There are two contributions to the derivative of
\begin{align*}
\widetilde{\gamma}_j(t)=s_j(\gamma(t))\cdot g_j(t).
\end{align*}
The first contribution comes from moving the base point $s_j(\gamma(t))$ and then applying right translation by $g_j(t)$. The connection form transforms under the principal right action by the principal connection identity
\begin{align*}
\mathcal{R}_h^*\omega=\operatorname{Ad}_{h^{-1}}\omega.
\end{align*}
Thus the section contribution gives
\begin{align*}
\operatorname{Ad}_{g_j(t)^{-1}}a_j(t).
\end{align*}
The second contribution comes from moving in the group direction. For $h\in G$, let $C_h:G\to G$ be the conjugation map $C_h(k)=hkh^{-1}$, and define the adjoint representation $\operatorname{Ad}:G\to GL(\mathfrak{g})$ by $\operatorname{Ad}_h=(dC_h)_e$, where $e\in G$ is the identity element. For each $g\in G$, let
\begin{align*}
R_g:G\to G
\end{align*}
be the group right translation map $R_g(h)=hg$. For each $h\in G$, let
\begin{align*}
\mathcal{R}_h:P\to P
\end{align*}
be the principal right action diffeomorphism $\mathcal{R}_h(p)=p\cdot h$. Let
\begin{align*}
\theta^R:TG\to\mathfrak{g}
\end{align*}
be the right Maurer-Cartan form, defined by
\begin{align*}
\theta^R_g(v)=(dR_{g^{-1}})_g(v)
\end{align*}
for $g\in G$ and $v\in T_gG$. In matrix notation, this is the familiar expression $v g^{-1}$.
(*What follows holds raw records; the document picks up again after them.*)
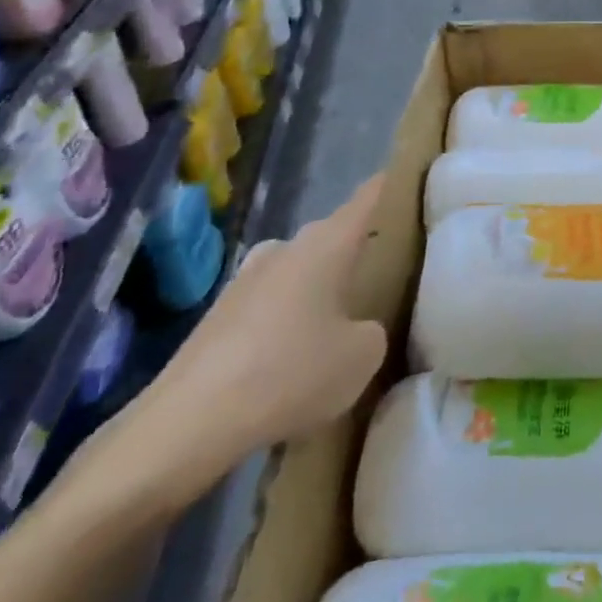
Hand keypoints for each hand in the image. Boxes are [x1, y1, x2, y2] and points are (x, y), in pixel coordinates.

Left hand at [115, 176, 388, 506]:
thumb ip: (372, 330)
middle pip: (333, 236)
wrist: (187, 424)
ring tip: (341, 324)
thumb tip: (355, 328)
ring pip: (300, 272)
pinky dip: (289, 321)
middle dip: (358, 250)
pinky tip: (294, 360)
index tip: (413, 177)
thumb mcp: (362, 356)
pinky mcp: (219, 316)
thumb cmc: (290, 372)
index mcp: (326, 243)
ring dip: (320, 289)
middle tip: (388, 272)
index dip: (393, 185)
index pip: (369, 197)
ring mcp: (246, 279)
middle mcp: (286, 248)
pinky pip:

To derive the vertical contribution, fix $t\in I_j$ and write $x=\gamma(t)$ and $g=g_j(t)$. Let
\begin{align*}
\exp:\mathfrak{g}\to G
\end{align*}
denote the Lie-group exponential map of $G$. Define $\xi_t\in\mathfrak{g}$ by
\begin{align*}
\xi_t=\theta^R_{g_j(t)}(\dot g_j(t)).
\end{align*}
By the definition of the right Maurer-Cartan form, this means
\begin{align*}
\dot g_j(t)=(dR_g)_e(\xi_t).
\end{align*}
Equivalently, the group curve $r\mapsto g_j(t+r)$ has first-order velocity at $r=0$ equal to the velocity of the curve $r\mapsto \exp(r\xi_t)g$. Therefore the group-direction velocity at $s_j(x)\cdot g$ is the tangent vector at $r=0$ to
\begin{align*}
r\mapsto s_j(x)\cdot \exp(r\xi_t)g.
\end{align*}
This vector is obtained by first taking the fundamental vertical vector generated by $\xi_t$ at $s_j(x)$ and then applying the principal right translation $\mathcal{R}_g:P\to P$. The defining property of a principal connection form gives value $\xi_t$ on the fundamental vertical vector at $s_j(x)$, and the equivariance identity $\mathcal{R}_g^*\omega=\operatorname{Ad}_{g^{-1}}\omega$ therefore gives the vertical term
\begin{align*}
\operatorname{Ad}_{g_j(t)^{-1}}\theta^R_{g_j(t)}(\dot g_j(t)).
\end{align*}
Adding the horizontal-section and vertical-group contributions gives
\begin{align*}
\omega_{\widetilde{\gamma}_j(t)}(\dot{\widetilde{\gamma}}_j(t))
=
\operatorname{Ad}_{g_j(t)^{-1}}\bigl(a_j(t)+\theta^R_{g_j(t)}(\dot g_j(t))\bigr).
\end{align*}
Because $\operatorname{Ad}_{g_j(t)^{-1}}$ is an isomorphism of $\mathfrak{g}$, this expression vanishes exactly when
\begin{align*}
a_j(t)+\theta^R_{g_j(t)}(\dot g_j(t))=0.
\end{align*}
Therefore the lift is horizontal exactly when
\begin{align*}
\theta^R_{g_j(t)}(\dot g_j(t))=-a_j(t).
\end{align*}
Since $\theta^R_{g}$ is inverse to $(dR_g)_e:\mathfrak{g}\to T_gG$, this is the ordinary differential equation
\begin{align*}
\dot g_j(t)=-(dR_{g_j(t)})_e(a_j(t)).
\end{align*}
[/guided]
[/step]
[step:Solve the local initial value problem in the structure group]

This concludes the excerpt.